I am reading a CG paper that came on 2019 and I am stuck at one section.
After thinking about my issue I am starting to believe the author made a typo, but the likelihood of me being wrong is much higher than the author making a mistake.
The paper is this: https://dl.acm.org/doi/10.1145/3306346.3323026
My specific problem is in section 4. Specifically equation 5.
That equation is the formula to calculate the new mean of a product of powers of Gaussian functions. i.e it gives the mean of $f(x|\Theta_{ij})$ in the following equation:
$$f(x | \Theta_{ij}) = f(x | \Theta_i) f(x | \Theta_j)$$
That much is easy to understand and I have seen this proof a couple of times.
The moment where I get lost is right under where the authors claim:
The set [...] describes a curve_{ij} connecting the Gaussian's means, as > the weights are invariant to any scaling and can thus be expressed using > a single parameter $t = \frac{\alpha_i}{\alpha_i + \alpha_j}$
I have played around with that $t = \frac{\alpha_i}{\alpha_i+\alpha_j}$ formula over and over again and I am unable to plug it into equation 5, no matter what I do. However if I modify it slightly such that:
$$t = \frac{\alpha_i\Sigma^{-1}_i}{\alpha_i\Sigma^{-1}_i + \alpha_j\Sigma^{-1}_j}$$ Then everything falls into place.
I can write:
$$\mu_{ij} = \frac{\alpha_i\Sigma^{-1}_i\mu_i + \alpha_j\Sigma^{-1}_j\mu_j}{\alpha_i\Sigma^{-1}_i + \alpha_j\Sigma^{-1}_j}$$ $$ = \frac{\alpha_i\Sigma^{-1}_i\mu_i}{\alpha_i\Sigma^{-1}_i + \alpha_j\Sigma^{-1}_j} + \frac{\alpha_j\Sigma^{-1}_j\mu_j}{\alpha_i\Sigma^{-1}_i + \alpha_j\Sigma^{-1}_j}$$ $$= t\mu_i + (1-t)\mu_j$$
Which makes sense in the context of the paper. Is there a typo in the paper? Am I ignoring something critical? Is there a simplification that allows you to remove the sigmas in the formula I provided? I am very confused.
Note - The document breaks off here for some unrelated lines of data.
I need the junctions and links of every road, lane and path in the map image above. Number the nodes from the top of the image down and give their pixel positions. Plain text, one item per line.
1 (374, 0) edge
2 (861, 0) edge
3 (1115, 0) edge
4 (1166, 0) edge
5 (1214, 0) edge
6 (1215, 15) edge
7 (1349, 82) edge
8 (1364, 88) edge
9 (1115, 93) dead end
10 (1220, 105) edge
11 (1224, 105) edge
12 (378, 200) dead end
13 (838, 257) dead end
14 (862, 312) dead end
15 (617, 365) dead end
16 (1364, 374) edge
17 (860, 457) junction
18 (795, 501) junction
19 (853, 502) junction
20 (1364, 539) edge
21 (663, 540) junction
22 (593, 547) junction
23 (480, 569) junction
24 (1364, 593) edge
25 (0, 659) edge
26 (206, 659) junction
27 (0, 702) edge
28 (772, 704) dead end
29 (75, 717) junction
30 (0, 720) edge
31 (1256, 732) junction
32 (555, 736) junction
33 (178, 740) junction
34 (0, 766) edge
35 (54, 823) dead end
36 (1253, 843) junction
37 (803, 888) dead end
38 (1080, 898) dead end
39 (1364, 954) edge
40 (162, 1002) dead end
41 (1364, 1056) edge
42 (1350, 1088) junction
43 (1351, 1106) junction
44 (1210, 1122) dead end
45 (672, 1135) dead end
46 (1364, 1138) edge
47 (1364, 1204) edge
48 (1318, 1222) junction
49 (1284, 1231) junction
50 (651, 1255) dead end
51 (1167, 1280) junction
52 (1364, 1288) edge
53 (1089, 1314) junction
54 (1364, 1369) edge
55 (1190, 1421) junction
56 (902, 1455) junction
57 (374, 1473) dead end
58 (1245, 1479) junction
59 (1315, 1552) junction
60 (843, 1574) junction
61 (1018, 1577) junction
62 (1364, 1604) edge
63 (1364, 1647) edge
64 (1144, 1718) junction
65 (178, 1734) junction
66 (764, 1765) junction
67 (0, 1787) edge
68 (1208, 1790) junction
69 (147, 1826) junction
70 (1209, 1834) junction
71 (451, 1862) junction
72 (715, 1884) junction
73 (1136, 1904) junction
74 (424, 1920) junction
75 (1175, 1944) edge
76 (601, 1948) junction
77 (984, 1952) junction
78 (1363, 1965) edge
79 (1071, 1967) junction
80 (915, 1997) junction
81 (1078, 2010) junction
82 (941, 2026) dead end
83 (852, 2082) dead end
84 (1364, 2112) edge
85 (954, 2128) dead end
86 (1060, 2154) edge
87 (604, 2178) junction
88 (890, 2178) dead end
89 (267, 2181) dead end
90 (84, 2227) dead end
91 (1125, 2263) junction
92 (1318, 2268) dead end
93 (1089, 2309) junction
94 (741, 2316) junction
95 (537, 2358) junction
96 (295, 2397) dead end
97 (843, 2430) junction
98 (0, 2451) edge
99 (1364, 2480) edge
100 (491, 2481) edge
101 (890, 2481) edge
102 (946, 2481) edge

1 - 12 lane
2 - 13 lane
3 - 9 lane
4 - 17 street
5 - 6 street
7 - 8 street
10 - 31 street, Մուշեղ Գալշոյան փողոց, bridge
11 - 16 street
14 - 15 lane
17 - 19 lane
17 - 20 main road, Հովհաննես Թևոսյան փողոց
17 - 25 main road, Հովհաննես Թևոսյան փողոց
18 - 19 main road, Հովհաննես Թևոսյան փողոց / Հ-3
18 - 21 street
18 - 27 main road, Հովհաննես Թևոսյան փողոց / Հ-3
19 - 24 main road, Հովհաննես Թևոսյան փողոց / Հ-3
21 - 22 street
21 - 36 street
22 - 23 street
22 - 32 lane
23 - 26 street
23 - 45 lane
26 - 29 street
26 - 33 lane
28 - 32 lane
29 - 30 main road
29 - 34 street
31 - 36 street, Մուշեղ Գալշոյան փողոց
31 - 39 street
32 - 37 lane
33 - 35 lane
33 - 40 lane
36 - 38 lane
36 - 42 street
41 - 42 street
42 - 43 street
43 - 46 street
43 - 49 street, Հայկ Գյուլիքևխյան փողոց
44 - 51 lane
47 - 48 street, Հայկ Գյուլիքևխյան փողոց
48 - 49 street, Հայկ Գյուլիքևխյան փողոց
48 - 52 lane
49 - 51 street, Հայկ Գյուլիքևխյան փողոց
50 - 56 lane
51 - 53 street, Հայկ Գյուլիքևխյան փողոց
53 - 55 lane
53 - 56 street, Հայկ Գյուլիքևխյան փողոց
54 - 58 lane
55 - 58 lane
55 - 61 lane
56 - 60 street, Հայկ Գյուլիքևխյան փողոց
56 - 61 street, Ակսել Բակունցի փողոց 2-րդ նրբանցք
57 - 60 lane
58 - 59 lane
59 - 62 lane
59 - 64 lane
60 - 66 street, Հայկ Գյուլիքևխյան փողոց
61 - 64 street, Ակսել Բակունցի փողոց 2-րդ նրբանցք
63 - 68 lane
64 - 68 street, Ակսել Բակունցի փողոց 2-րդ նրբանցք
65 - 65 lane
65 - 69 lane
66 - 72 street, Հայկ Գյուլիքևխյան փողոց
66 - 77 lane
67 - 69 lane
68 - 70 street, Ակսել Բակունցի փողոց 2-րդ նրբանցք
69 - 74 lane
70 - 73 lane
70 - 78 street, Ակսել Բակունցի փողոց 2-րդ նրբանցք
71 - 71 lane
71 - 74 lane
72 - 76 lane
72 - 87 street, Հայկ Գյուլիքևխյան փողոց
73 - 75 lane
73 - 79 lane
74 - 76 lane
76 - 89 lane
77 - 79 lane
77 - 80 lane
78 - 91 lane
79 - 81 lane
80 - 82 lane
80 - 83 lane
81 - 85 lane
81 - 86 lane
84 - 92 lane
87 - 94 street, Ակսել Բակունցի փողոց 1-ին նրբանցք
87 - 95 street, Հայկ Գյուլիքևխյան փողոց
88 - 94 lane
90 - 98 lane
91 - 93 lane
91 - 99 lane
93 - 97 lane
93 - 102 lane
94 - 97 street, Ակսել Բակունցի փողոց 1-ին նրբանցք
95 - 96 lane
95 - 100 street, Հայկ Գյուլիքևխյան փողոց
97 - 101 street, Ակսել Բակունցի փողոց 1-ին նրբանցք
If $s=\alpha_i+\alpha_j$ then: $$ \alpha_i=st,\quad \alpha_j=s(1-t). $$ But a factor of $s^{-1}$ can be factored out from the first term in $(5)$, and a factor of $s$ can be factored out from the second term. Hence $s$ gets simplified away, leaving: $$ \mu_{ij}=\left(t\Sigma_i^{-1}+(1-t)\Sigma_j^{-1}\right)^{-1} \left(t\Sigma_i^{-1}\mu_i+(1-t)\Sigma_j^{-1}\mu_j\right). $$